Write out again, exactly as they stand, the line that includes "Annotation task. Dump" and all remaining lines of the entries.

Collected data:

BEGIN

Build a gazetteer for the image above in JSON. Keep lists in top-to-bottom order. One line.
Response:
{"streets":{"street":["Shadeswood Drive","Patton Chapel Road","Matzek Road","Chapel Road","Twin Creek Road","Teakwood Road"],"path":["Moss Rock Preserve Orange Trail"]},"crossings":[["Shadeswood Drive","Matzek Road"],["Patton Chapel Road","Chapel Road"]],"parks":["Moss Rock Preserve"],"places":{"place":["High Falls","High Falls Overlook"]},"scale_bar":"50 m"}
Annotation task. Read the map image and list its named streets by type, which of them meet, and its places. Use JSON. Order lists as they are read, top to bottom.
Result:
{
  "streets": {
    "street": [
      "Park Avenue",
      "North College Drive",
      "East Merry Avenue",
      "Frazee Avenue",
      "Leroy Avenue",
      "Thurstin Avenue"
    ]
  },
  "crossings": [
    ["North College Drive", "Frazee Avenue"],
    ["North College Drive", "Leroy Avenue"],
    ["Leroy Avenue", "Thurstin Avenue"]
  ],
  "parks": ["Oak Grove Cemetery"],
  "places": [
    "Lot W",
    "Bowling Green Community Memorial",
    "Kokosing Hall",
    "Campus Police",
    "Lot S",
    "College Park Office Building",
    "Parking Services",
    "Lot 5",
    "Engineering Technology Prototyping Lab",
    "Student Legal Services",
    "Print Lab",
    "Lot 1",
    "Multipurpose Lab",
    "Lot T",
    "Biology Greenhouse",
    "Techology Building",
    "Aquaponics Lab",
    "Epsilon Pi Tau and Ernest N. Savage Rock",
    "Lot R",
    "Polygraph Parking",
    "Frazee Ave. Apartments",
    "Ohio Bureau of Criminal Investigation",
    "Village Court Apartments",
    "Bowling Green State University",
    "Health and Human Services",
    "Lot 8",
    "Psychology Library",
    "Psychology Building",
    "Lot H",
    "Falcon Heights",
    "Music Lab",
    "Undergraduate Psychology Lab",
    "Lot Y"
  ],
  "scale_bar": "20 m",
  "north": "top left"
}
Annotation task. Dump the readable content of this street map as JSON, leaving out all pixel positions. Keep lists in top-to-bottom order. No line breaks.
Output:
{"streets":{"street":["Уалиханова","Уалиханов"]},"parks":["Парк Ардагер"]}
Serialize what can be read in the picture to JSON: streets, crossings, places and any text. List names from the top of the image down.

END

ANSWER SECTION:
Annotation task. Dump the readable content of this street map as JSON, leaving out all pixel positions. Keep lists in top-to-bottom order. No line breaks.
Output:
{"streets":{"street":["Уалиханова","Уалиханов"]},"parks":["Парк Ардагер"]}
Serialize what can be read in the picture to JSON: streets, crossings, places and any text. List names from the top of the image down.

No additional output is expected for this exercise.